Não é o lugar para desenvolver isto, mas, para dar dois exemplos memoráveis, acho que as "Elipses", de Richard Serra, apoiadas em si mesmas e não mais nas paredes das instituições, ou "O Ciclo Creamaster", de Matthew Barney, com suas infinitas dobras e relações internas, partilham esta característica. Meu trabalho acompanha de certa forma essa direção.

A institucionalização crescente da arte trouxe para junto dela uma pletora de discursos institucionais, todos perfeitamente centrados, seguros de si e disputando espaço na mídia e nas oportunidades orçamentárias. Isso vem, talvez, do estilhaçamento das grandes noções universais que acompanharam a formação do mundo moderno: política, religião, burguesia, proletariado, luta de classes, direita, esquerda etc.

Com a quebra dessas noções universais, os particulares (ecologia, minorias étnicas, minorias sexuais etc.) firmaram-se, cheios de si, pontudos, zelosos de suas verdades. A arte talvez seja a última experiência universalizante, ou ao menos não simétrica à discursividade do mundo, e acho que tende a ser cada vez mais atacada, toda vez que discrepar, como soberba e como arbítrio. Mas penso que é isso mesmo que ela deve manter: sua soberba e seu arbítrio, para que possa continuar criando.

DESFAÇATEZ Pois isso para mim foi o mais impressionante de tudo: a absoluta incapacidade, digamos, interpretativa de quem me atacou, a recusa de ver outra coisa, de relacionar o sentimento de adesão ou de repulsa que meu trabalho tenha causado com qualquer coisa proposta por ele, em suma, a desfaçatez com que foi usado como trampolim para um discurso já pronto, anterior a ele, que via nele apenas uma possibilidade de irradiação.

Para isso, é claro, o principal ingrediente é que fosse tomado de modo absolutamente opaco e literal, espécie de cadáver sem significação. Para que possa ser veículo estrito de discursos e de grupos, sem que utilize seus recursos, digamos, naturais (sedução, desejo, ambivalência), o trabalho de arte tem de estar, de fato, desde o início definitivamente morto. Daí, creio, a ferocidade com que fui atacado -uma espécie de operação higiênica preventiva, para impedir que qualquer germe de espanto, ambiguidade, beleza, estupor, pudesse aparecer, desqualificando o desejado consenso.

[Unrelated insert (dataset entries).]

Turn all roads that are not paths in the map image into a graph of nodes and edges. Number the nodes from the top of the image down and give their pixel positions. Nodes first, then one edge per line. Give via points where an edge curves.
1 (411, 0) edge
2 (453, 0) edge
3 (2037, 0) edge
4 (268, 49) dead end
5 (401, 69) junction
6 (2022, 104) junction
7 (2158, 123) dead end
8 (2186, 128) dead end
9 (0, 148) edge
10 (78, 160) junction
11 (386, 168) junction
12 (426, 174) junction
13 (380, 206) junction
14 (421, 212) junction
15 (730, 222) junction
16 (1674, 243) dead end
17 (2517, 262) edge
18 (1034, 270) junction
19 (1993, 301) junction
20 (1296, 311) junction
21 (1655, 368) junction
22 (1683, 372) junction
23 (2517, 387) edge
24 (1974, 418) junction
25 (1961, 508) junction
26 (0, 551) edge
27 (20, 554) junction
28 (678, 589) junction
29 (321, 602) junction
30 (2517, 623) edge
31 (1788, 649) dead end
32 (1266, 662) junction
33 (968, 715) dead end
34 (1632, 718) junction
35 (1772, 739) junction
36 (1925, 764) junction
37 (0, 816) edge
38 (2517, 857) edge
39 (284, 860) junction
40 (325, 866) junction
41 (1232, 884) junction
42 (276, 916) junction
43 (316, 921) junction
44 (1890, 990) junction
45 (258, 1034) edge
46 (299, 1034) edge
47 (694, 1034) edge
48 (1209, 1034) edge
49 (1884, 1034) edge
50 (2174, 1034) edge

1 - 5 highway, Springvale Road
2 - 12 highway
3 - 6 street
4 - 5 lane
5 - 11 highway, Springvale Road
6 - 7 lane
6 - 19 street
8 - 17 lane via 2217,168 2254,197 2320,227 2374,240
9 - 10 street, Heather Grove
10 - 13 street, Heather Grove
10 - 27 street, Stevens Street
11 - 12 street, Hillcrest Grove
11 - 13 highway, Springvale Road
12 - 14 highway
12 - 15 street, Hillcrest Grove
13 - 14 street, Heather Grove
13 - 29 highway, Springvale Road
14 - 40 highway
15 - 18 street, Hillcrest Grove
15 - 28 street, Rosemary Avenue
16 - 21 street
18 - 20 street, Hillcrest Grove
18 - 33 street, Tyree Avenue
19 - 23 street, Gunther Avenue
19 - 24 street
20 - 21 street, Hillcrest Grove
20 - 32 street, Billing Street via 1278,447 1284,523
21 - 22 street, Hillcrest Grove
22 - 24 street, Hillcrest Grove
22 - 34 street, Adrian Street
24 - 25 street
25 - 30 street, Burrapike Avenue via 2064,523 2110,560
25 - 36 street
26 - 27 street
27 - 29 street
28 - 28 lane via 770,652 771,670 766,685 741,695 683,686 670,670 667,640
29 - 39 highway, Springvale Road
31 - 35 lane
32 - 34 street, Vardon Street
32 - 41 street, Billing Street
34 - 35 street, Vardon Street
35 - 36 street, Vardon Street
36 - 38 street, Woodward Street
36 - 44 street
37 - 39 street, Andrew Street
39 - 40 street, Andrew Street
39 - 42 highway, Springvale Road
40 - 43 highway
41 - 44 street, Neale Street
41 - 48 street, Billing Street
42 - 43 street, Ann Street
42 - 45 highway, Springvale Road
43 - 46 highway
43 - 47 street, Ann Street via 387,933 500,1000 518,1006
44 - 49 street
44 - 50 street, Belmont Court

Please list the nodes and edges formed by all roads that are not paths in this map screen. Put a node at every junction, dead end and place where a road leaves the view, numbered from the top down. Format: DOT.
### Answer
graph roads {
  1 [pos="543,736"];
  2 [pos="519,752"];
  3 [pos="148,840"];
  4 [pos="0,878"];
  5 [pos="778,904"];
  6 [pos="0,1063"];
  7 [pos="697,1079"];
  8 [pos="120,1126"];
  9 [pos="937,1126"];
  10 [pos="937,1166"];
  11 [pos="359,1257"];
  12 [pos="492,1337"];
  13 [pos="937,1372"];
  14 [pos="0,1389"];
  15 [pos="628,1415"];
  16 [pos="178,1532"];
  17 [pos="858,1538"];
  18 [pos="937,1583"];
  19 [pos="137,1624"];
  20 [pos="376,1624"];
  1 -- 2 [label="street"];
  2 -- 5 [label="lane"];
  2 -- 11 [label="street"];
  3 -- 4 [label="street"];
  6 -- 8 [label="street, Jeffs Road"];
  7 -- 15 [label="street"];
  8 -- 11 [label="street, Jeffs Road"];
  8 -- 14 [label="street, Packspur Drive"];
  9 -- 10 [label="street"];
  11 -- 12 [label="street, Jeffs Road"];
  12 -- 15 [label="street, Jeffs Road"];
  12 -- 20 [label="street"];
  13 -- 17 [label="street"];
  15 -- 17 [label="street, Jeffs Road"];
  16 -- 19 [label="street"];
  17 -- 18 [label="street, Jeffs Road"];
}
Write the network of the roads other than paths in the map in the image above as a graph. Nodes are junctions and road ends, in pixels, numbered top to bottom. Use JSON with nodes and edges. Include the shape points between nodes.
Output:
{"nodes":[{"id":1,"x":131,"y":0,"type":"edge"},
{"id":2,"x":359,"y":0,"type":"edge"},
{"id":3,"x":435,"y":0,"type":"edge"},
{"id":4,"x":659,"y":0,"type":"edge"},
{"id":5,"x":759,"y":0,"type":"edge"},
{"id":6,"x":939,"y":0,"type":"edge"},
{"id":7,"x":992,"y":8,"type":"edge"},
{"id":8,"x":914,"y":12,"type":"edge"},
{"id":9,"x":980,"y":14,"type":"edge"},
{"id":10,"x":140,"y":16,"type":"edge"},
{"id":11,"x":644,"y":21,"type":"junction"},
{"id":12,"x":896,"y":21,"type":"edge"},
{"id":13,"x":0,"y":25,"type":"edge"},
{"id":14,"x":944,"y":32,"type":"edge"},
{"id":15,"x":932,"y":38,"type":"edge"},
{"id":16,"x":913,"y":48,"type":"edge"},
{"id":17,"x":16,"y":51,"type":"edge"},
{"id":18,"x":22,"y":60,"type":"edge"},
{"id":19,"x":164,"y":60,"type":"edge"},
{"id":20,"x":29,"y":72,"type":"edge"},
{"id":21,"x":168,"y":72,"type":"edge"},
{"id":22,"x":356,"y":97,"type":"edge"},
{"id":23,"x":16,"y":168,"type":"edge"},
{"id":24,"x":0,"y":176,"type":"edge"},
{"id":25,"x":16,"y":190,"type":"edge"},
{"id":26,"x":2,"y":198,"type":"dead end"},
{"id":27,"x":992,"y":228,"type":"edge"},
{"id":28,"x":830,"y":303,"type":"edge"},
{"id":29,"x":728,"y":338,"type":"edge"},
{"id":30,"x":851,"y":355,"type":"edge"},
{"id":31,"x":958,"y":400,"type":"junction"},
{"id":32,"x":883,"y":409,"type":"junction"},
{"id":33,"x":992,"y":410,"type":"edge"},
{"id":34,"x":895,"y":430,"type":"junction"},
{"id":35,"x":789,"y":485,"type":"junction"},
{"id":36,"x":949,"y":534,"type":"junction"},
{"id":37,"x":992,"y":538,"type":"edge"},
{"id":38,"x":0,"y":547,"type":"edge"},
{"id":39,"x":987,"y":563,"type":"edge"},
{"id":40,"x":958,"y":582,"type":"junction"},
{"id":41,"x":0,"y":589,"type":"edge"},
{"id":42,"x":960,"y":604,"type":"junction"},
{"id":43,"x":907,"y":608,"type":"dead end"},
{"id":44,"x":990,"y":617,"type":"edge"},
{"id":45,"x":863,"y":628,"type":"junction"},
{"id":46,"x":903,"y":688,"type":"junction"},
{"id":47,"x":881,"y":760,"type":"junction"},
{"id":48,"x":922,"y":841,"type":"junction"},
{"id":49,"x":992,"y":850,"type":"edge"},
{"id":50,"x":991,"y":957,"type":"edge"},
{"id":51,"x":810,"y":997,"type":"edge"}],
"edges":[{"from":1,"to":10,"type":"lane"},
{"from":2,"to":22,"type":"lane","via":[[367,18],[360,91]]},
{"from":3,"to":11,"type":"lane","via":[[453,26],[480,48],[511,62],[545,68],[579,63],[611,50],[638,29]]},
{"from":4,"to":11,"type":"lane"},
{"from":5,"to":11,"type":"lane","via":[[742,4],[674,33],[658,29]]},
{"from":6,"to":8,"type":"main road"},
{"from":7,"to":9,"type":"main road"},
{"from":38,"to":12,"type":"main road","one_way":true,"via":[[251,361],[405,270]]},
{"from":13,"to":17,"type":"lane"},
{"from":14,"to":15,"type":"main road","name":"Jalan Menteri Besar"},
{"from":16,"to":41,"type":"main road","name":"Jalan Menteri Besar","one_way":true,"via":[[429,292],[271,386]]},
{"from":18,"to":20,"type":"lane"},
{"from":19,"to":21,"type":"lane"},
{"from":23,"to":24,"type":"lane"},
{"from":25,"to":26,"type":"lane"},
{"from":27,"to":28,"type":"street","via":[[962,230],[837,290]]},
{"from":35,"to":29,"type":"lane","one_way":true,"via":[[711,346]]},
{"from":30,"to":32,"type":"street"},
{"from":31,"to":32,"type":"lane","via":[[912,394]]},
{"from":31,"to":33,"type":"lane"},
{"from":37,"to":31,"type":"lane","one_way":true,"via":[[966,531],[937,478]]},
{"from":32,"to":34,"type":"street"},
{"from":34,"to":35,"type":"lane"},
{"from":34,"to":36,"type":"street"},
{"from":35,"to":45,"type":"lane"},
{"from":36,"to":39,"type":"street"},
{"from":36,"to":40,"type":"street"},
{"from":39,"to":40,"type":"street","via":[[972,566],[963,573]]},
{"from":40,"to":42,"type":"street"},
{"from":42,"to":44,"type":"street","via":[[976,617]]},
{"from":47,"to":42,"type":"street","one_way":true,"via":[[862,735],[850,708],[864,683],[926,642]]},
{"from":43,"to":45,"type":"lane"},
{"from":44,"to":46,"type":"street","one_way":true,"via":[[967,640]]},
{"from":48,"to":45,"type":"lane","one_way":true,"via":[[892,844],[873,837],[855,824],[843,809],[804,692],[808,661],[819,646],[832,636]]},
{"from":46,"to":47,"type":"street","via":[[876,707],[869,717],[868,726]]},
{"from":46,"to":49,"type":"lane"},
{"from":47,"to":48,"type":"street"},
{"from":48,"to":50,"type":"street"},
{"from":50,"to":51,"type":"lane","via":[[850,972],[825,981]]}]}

No fundo, acho que a frase famosa de Frank Stella, que jogou uma pá de cal nas ilusões subjetivas de começos dos anos 60 e inaugurou as poéticas minimalistas que duram até hoje, "What you see is what you see" ("O que você está vendo é o que você está vendo"), parece ter migrado da arte para o mundo. A literalidade das obras de um Carl Andre ou de um Donald Judd transferiu-se inteira para as instituições e para o público.

Por isso talvez caiba hoje à arte a tarefa bastante simples, mas tão difícil, de dizer exatamente o contrário: "O que você está vendo NÃO é o que você está vendo". Ou seja, sonhar. Ou, como diz a letra da canção, "Bandeira branca, amor".